Моей бабушке, Лукьянчиковой
 Марии Федоровне

 – Товарищи, внимание! На счет «три» надеваем противогазы.
Мы обреченно вздыхаем и натягиваем противогазы на свои завивки и начесы.
– Слушаем внимательно, товарищи! – преподаватель гражданской обороны обращается к группе третьекурсников. – Сегодня у нас практическое занятие – оказание первой помощи.
  Мы собрались вокруг него. Практические занятия проходили всегда в одном месте – на первом этаже, на площадке около расходящейся в две стороны лестницы. Место это известно всем студентам пединститута. Сейчас там стоит статуя сидящей девушки, олицетворяющей то ли науку, то ли учащуюся молодежь. А раньше, конечно, –бюст Ленина. Между бюстом и дверью в малый спортзал лежали маты. Вот около них и проходили занятия. Мы всегда с усмешкой посматривали, проходя, на несчастных жертв гражданской обороны – в противогазах, с санитарными сумками, с носилками. Сегодня была наша очередь.
 – Внимание-внимание, товарищи! Сейчас каждое звено получит вводную. Следуя указаниям, вы должны найти пострадавшего, оказать необходимую помощь и доставить сюда, – Юрий Петрович указал на сложенные у стены маты. – Оценки получите в зависимости от правильности оказания помощи. Всё понятно?

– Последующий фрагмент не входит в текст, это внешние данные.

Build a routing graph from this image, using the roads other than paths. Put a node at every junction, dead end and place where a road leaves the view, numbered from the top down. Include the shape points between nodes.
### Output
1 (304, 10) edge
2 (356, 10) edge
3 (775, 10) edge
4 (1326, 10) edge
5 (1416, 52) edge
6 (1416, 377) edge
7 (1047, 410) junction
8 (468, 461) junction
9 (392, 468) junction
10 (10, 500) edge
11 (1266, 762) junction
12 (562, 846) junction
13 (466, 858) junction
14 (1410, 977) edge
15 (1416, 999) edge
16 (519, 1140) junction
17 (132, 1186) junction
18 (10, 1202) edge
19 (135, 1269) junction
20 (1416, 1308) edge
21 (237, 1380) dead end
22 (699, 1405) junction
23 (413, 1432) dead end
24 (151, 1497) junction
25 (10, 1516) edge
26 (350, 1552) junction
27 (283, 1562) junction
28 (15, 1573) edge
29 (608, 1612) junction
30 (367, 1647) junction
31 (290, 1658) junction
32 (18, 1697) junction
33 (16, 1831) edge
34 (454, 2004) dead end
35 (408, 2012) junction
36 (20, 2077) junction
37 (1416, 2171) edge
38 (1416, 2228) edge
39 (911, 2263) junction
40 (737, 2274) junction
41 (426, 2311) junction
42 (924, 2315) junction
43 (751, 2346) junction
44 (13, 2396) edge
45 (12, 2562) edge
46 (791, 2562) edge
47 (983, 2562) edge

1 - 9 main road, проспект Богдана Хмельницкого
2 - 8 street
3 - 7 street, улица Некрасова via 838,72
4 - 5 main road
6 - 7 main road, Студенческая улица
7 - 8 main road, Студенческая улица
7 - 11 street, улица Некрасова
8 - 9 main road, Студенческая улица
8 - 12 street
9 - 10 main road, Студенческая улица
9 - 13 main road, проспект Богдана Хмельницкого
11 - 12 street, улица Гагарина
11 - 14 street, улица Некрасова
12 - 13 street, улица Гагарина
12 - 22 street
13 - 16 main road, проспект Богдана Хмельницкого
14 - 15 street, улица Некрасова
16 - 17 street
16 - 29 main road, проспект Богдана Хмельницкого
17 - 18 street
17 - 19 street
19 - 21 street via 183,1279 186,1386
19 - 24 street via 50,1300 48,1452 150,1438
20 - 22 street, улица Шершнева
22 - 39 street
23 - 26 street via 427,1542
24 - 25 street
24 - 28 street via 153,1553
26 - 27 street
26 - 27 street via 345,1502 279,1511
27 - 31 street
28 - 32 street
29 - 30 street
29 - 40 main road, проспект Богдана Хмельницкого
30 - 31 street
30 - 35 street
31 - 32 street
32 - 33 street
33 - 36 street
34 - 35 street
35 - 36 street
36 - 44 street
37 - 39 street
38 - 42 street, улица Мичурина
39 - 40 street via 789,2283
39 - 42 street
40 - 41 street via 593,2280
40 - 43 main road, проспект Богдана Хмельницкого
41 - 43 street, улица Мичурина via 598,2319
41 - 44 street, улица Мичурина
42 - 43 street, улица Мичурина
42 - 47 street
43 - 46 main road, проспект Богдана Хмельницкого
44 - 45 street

Взъерошенные, покрасневшие после надевания противогазов, мы согласно покивали.
  Юрий Петрович начал раздавать записки с «вводной». Наша четверка в полной амуниции – через одно плечо санитарная сумка, через другое противогаз – быстро прочитала записку и, подхватив носилки, отправилась выполнять задание. «Раненого» – нашу одногруппницу Олю – мы нашли легко на цокольном этаже. Согласно бывшей у неё записке оказали помощь: наложили жгут на бедро, забинтовали руку. Потом положили на носилки и понесли назад. Надо сказать, что в нашу четверку  попали все девушки мелкие, худенькие, а вот «раненая» нам досталась очень немелкая. Но нас-то было четверо! Сначала всё шло неплохо, но вот потом, когда мы стали подниматься по лестнице! С каждой ступенькой носилки становились всё тяжелее. Почему-то нам даже в голову не пришло, что наша «раненая» вполне могла сама подняться по лестнице, а уже там лечь на носилки. Нет! Мы честно спасали «пострадавшую». Хотя руки не держали, и я взялась за ручку двумя руками. И в этот момент неизвестно почему и откуда взялась мысль: «А девушки-санитарки на войне. Как они выносили раненых? В одиночку, ползком, под огнем!» Мы хорошо знали историю Великой Отечественной. Мы смотрели фильмы, читали, мы восхищались санинструкторами, спасшими десятки солдат. Но именно в этот момент я поняла, что знать и понимать – это очень разное. Это невыносимо тяжело! Невозможно! Нас четверо. Мы не ползём, не прячемся, по нам не стреляют. НО…! Кое-как мы дотащили свою «раненую», получили свои пятерки. Занятие закончилось, а мысль осталась.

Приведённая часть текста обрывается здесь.